Best Big Data Training in Chennai

  • Apponix offers the best Big Data training in Chennai with more efficient and incredible features.
  • We regularly follow the recent trends and requirements of the industry
  • Chennai offers the quick possibility of placement by N number of enterprises in the field
  • Excellent salary package and working condition are offered than in other places
  • Trainer with minimum a decade of experience
  • Flexible timings


  • Why should I choose Apponix for the trainng?

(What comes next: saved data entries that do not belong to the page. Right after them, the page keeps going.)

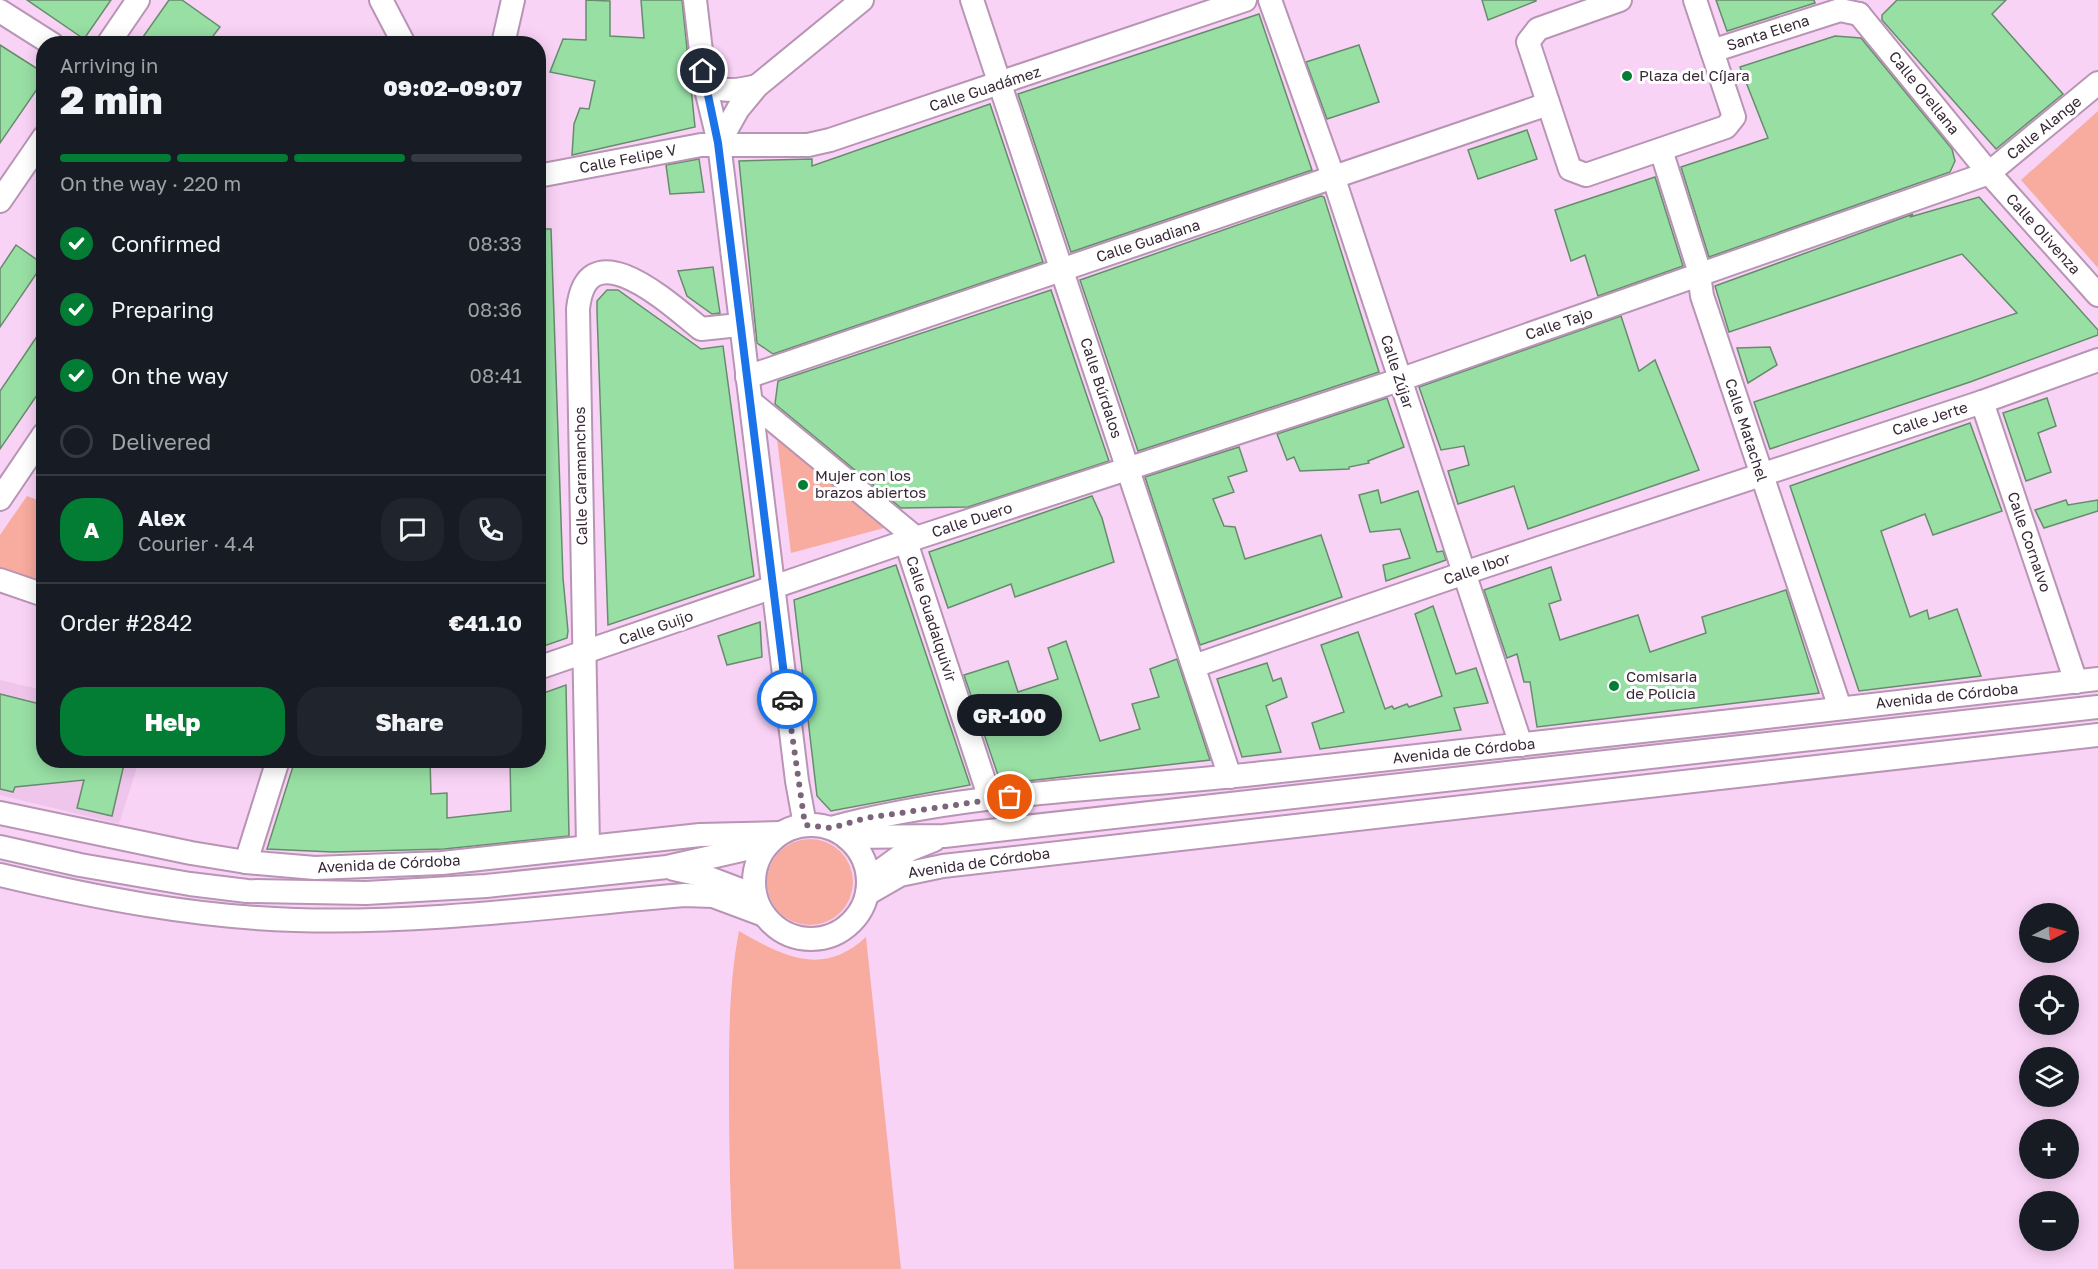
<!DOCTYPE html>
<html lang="en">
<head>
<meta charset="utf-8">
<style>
  body { margin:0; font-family:"Golos Text",sans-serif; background:#20242c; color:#f1f3f6; height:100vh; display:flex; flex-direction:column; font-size:22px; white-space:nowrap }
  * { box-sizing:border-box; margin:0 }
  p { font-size:20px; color:#9ea1a6 }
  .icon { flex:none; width:33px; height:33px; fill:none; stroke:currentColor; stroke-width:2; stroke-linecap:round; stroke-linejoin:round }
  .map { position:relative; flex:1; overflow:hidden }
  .details { position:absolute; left:36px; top:36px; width:510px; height:732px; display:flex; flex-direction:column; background:#171b24; border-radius:24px; box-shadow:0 3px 15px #0003 }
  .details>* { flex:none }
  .needle { width:39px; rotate:84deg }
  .tools { position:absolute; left:2019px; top:903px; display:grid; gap:12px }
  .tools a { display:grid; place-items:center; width:60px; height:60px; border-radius:50%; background:#171b24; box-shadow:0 3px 15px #0003; font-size:30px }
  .pin { position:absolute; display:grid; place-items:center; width:51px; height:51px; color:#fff; margin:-26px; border:3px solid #fff; border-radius:50%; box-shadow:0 2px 6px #0007 }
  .courier { position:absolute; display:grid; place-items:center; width:60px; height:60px; margin:-30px; border:4px solid #1a73e8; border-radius:50%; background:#fff; color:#222; box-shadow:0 2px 8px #0007 }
  .bubble { position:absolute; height:42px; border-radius:21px; background:#171b24; box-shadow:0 3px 15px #0003; font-size:20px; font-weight:800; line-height:42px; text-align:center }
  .summary em { font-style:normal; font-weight:800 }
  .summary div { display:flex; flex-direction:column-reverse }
  .summary { display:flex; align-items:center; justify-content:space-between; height:102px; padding:0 24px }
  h1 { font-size:39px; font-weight:800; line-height:45px }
  .bar { display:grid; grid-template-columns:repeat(4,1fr); gap:9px 6px; align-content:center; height:72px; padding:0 24px }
  .bar i { height:8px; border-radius:4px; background:#363941 }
  .bar .current { background:#037c34 }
  .bar p { grid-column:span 4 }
  .line { display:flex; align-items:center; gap:15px; padding:0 24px; border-top:2px solid #363941 }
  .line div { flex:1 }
  .round { display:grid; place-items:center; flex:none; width:63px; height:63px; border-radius:24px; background:#20242c }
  ol { padding:0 24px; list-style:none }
  li { display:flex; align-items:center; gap:18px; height:66px }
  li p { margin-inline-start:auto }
  li .icon { padding:6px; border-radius:50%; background:#037c34; color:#fff; stroke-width:4 }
  li:last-child { color:#9ea1a6 }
  li i { width:33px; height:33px; border:3px solid #363941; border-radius:50% }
  .primary-button { display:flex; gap:12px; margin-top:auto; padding:12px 24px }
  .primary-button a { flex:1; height:69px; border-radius:24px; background:#037c34; color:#fff; font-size:24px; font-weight:800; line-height:69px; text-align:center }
  .primary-button a+a { background:#20242c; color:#f1f3f6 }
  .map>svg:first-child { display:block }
  .built { fill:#efc5ec }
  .green { fill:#f8ab9f }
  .building { fill:#98dfa4; stroke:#678c6d; stroke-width:1.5 }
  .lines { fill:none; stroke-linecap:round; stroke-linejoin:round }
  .minor-casing { stroke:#b894b5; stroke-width:26 }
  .minor { stroke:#fff; stroke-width:22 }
  .done { stroke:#7c647a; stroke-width:6; stroke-dasharray:0 10.8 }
  .route { stroke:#1a73e8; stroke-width:8 }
  .poi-dot { fill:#037c34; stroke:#fff; stroke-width:2 }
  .labels { text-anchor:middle; stroke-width:6; stroke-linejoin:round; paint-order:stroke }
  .street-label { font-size:15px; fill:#382937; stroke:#fff }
  .poi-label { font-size:15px; fill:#382937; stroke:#fff; text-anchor:start }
</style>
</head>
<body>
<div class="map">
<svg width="2098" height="1269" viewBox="0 0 2098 1269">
  <rect width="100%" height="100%" fill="#f9d3f6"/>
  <!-- built -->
  <polygon class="built" points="0,680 43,690 44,760 139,761 119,824 0,795"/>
  <!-- green -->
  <g class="green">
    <polygon points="2098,111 2098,268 2021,180"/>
    <polygon points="777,439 884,528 791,553"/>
    <polygon points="27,496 43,502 43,586 0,572 0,535"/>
    <circle cx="810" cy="882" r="43"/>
    <path d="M739 931C784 957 823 977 866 937L901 1269H734C730 1208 729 1147 729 1086 729 1034 729 983 739 931Z"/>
  </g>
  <!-- building -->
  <g class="building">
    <polygon points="27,0 111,0 84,39"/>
    <polygon points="169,0 182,0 220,27 207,44 138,44"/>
    <polygon points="586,0 610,1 610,36 644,38 641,0 682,0 695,127 572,155 574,124 580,108 589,109 595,81 550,72 563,39 586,40"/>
    <polygon points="1482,0 1536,0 1536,1 1488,20"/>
    <polygon points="1716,0 1814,0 1815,3 1727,31"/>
    <polygon points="1897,0 2006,0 1992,14 2063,94 1996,149 1882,20 1882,15"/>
    <polygon points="1259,14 1312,170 1071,252 1018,94"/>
    <polygon points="1835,36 1861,38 1952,149 1955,161 1950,172 1709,257 1681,167 1768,138 1740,67"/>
    <polygon points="0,45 44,73 44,79 0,143"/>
    <polygon points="1359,45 1379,102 1327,119 1306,62"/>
    <polygon points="990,104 1043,262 773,354 757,343 739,161 812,159 812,166"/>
    <polygon points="1527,130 1537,159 1478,179 1468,150"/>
    <polygon points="699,159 704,192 670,194 666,165"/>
    <polygon points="1655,177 1683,266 1598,296 1585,255 1571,261 1555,210"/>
    <polygon points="1321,196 1324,197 1379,372 1138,451 1080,280"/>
    <polygon points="1979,197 2098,330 2098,335 1970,382 1770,449 1754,402 2017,313 1962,254 1729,332 1715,286 1913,214 1910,217"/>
    <polygon points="538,229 551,229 563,578 568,631 567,638 538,648"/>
    <polygon points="16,245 43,264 0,327 0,269"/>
    <polygon points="713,267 720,313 712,314 687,296 678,271"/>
    <polygon points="607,290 618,290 701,349 723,346 754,576 608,625 597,312 597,301"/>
    <polygon points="1051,290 1109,461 968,507 901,508 775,404 778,381"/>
    <polygon points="1621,316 1639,371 1655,360 1699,470 1528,529 1514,486 1458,504 1448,471 1469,465 1464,446 1441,450 1419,387"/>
    <polygon points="44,326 44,385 0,449 0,391"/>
    <polygon points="1770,347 1777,365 1748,383 1737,348"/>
    <polygon points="1387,398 1404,447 1368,461 1369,463 1349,467 1349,469 1300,471 1294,457 1287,460 1277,434"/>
    <polygon points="2047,398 2056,426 2038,433 2051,472 2026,481 2003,413"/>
    <polygon points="1970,423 2002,511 1933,535 1925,514 1881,531 1910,617 1927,610 1929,619 1957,609 1981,676 1859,691 1790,486"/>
    <polygon points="1239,447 1247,471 1228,477 1234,492 1213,499 1224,526 1235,527 1245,559 1321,535 1342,597 1200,645 1145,477"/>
    <polygon points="1378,490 1381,503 1418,491 1437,552 1443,551 1446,560 1386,581 1383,565 1410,558 1400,529 1370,532 1359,495"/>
    <polygon points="1092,496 1102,518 1114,562 1015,597 1011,584 948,608 929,552"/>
    <polygon points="2066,500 2068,505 2098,500 2098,511 2044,528 2035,510"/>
    <polygon points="896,565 970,785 831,811 817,796 794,600"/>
    <polygon points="1551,567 1561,600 1549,604 1560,640 1638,615 1650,652 1706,633 1702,617 1786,590 1819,693 1537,727 1530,682 1524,682 1517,654 1507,658 1484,590"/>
    <polygon points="1433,606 1456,674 1476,668 1488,703 1454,708 1461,730 1320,749 1312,723 1344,712 1321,645 1358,632 1385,709 1392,706 1394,709 1407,704 1409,707 1442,696 1415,614"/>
    <polygon points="760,622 762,657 727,665 718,636"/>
    <polygon points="1066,641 1100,741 1140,729 1132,704 1159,697 1150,669 1177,659 1210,760 1001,784 964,675 1008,661 1018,692 1058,679 1048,648"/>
    <polygon points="1267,663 1273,681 1281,678 1287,697 1266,706 1281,752 1242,757 1217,679"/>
    <polygon points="566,685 569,836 444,849 333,852 267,849 295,760 430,760 431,794 447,793 447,818 511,811 510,760 538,760 538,695"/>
    <polygon points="0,694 44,705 44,760 125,760 112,816 77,808 84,780 15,787 13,792 0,789"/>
  </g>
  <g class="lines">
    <!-- minor casing -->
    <g class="minor-casing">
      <g id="minor">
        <polyline points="381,0 404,44"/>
        <polyline points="695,0 705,85 719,143 797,781 805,825"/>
        <polyline points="972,0 1230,777"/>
        <polyline points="1270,0 1334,179 1521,745"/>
        <polyline points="1620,0 1538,29 1528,42 1570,169 1586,175 1726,127 1734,117 1695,0"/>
        <polyline points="0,11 52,44"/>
        <polyline points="1859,14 1989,173 2098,295"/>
        <polyline points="108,44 138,0"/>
        <polyline points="503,44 513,0"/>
        <polyline points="1712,51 1840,10 1859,14"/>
        <path d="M705 85C724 92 737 91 757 86"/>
        <polyline points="719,143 738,109 757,86 862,0"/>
        <polyline points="1661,150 1698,267 1702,296 1840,708"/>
        <polyline points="538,176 701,145 808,145 830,140 1245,0"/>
        <polyline points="0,201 44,137"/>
        <polyline points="747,377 1548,104"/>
        <polyline points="751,402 916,538"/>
        <polyline points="1982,402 2076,682"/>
        <polyline points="0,499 44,434"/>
        <polyline points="906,542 990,799"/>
        <polyline points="0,580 44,595"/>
        <polyline points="1194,666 1482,567 1982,402 2098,360"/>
        <polyline points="538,668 916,538 1399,380 1989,173 2098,83"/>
        <polyline points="0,813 191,853 246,862 315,868 442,863 700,835 781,833"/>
        <circle cx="811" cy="882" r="57"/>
        <path d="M831 828C968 791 1121 789 1263 773 1541 742 1820 712 2098 679"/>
        <polyline points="846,837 944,836 2098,707"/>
        <path d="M588 846 578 309C587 226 672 306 701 329L739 325"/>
        <polyline points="0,847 80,865 190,884 247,891 366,893 486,886 667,867 768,844"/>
        <polyline points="246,862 278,760"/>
        <polyline points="674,869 701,875 754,895"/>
        <path d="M0 875C97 898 195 917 295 920 425 924 555 906 684 895L713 896 764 915"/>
        <polyline points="873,876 909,850 934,840"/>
        <polyline points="867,894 900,875 943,866 2098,735"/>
      </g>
    </g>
    <!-- minor -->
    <use href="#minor" class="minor"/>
  </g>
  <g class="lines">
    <!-- done -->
    <polyline class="done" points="787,699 805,825 831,828 866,818 1010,797"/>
    <!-- route -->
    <polyline class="route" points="703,71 718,143 787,699"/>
  </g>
  <!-- markers -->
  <g class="poi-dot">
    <circle cx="1627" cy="76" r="6"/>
    <circle cx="803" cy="485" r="6"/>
    <circle cx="1614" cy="686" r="6"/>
  </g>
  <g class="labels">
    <!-- street labels -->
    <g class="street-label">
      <text transform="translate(1768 33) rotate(-18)" y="5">Santa Elena</text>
      <text transform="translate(985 89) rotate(-18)" y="5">Calle Guadámez</text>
      <text transform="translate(1924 93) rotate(51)" y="5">Calle Orellana</text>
      <text transform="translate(2044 128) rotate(-39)" y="5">Calle Alange</text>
      <text transform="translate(628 159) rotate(-11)" y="5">Calle Felipe V</text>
      <text transform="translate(2043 234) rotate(48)" y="5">Calle Olivenza</text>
      <text transform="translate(1148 241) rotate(-18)" y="5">Calle Guadiana</text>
      <text transform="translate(1559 324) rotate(-19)" y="5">Calle Tajo</text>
      <text transform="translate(1397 372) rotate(72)" y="5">Calle Zújar</text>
      <text transform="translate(1101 388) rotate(72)" y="5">Calle Búrdalos</text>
      <text transform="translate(1930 419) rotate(-18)" y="5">Calle Jerte</text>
      <text transform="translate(1746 430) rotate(72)" y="5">Calle Matachel</text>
      <text transform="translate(581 476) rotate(-91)" y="5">Calle Caramanchos</text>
      <text transform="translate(972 520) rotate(-18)" y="5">Calle Duero</text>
      <text transform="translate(2029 542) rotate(71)" y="5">Calle Cornalvo</text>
      <text transform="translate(1477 569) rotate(-19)" y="5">Calle Ibor</text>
      <text transform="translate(931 619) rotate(72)" y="5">Calle Guadalquivir</text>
      <text transform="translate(656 628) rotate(-19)" y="5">Calle Guijo</text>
      <text transform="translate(1947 696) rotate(-6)" y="5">Avenida de Córdoba</text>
      <text transform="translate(1464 751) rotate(-6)" y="5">Avenida de Córdoba</text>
      <text transform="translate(979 863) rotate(-8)" y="5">Avenida de Córdoba</text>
      <text transform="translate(389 864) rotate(-3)" y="5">Avenida de Córdoba</text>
    </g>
    <!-- poi labels -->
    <g class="poi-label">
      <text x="1639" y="81">Plaza del Cíjara</text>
      <text x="815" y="481">Mujer con los<tspan x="815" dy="17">brazos abiertos</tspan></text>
      <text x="1626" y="682">Comisaria<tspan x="1626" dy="17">de Policia</tspan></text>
    </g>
  </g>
</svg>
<div class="tools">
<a><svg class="needle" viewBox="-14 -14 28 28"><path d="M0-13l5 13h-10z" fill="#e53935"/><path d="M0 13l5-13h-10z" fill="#9ea1a6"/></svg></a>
<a><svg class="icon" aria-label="locate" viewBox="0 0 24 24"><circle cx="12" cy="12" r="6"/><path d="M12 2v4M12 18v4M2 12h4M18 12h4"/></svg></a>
<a><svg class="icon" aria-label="layers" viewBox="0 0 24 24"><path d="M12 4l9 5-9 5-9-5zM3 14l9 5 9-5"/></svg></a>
<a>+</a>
<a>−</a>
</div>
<div class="pin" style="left:1010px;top:797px;background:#ea580c"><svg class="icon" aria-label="bag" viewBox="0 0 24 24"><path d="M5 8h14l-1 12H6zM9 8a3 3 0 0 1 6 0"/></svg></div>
<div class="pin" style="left:703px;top:71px;background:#1f2937"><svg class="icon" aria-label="home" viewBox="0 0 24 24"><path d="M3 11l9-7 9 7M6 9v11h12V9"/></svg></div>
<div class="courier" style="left:787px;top:699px"><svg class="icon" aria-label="car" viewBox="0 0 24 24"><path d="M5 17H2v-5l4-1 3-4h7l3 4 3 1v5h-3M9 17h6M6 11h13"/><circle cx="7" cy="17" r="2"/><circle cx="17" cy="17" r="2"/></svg></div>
<div class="bubble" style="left:957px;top:694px;width:105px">GR-100</div>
<section class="details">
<div class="summary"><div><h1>2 min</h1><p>Arriving in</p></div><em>09:02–09:07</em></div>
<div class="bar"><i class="current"></i><i class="current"></i><i class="current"></i><i></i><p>On the way · 220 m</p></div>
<ol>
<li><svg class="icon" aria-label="check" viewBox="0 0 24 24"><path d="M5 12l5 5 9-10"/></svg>Confirmed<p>08:33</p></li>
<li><svg class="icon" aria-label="check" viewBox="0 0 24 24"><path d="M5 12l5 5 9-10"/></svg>Preparing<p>08:36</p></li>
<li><svg class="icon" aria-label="check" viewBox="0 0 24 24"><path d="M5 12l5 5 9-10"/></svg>On the way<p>08:41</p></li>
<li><i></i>Delivered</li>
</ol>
<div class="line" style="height:108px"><b class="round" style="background:#037c34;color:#fff">A</b><div><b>Alex</b><p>Courier · 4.4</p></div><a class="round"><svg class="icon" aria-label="chat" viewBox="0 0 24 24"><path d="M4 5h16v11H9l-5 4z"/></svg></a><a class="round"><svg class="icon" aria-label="phone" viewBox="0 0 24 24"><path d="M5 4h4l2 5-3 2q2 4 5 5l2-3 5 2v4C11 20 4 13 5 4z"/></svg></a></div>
<div class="line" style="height:78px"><div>Order #2842</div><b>€41.10</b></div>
<div class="primary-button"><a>Help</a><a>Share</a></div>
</section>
</div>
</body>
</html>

    • Complete hands-on training
    • Expert faculty
    • 2000+ students were trained
    • 5 star rated training
    • 100% job oriented training
    • Own study materials prepared by subject experts
    • Resume preparation
    • Prepares you to face any post training interview
    • Flexible timings
    • Learner-friendly infrastructure
    • Customised syllabus by experts in the field through in-depth research
  • Who can take the training?
    • Fresher graduates who have completed Engineering
    • Data Engineer
    • Software Developers
    • Software Architects
    • Project Managers
    • Data Analysts
    • Business Intelligence Professionals
    • ETL and Data Warehousing Professionals
    • DBAs and DB professionals
  • What is the duration of the training?
    • Approximately 40 hours
  • Which are the major companies that offer placements after the training?
    • Google
    • Facebook
    • Amazon
    • Infosys
    • CTS
    • TCS
    • Capgemini
  • What are the prominent job-roles related to the course?
    • Big Data Hadoop Administrator
    • Big Data Hadoop Engineer
  • Why to Choose Apponix?
    • Excellent and qualified trainers
    • Dedicated HR team & 1000+ placements
    • 7000+ happy students.
    • Excellent lab facility & AC classrooms.
    • 100% student satisfaction rate.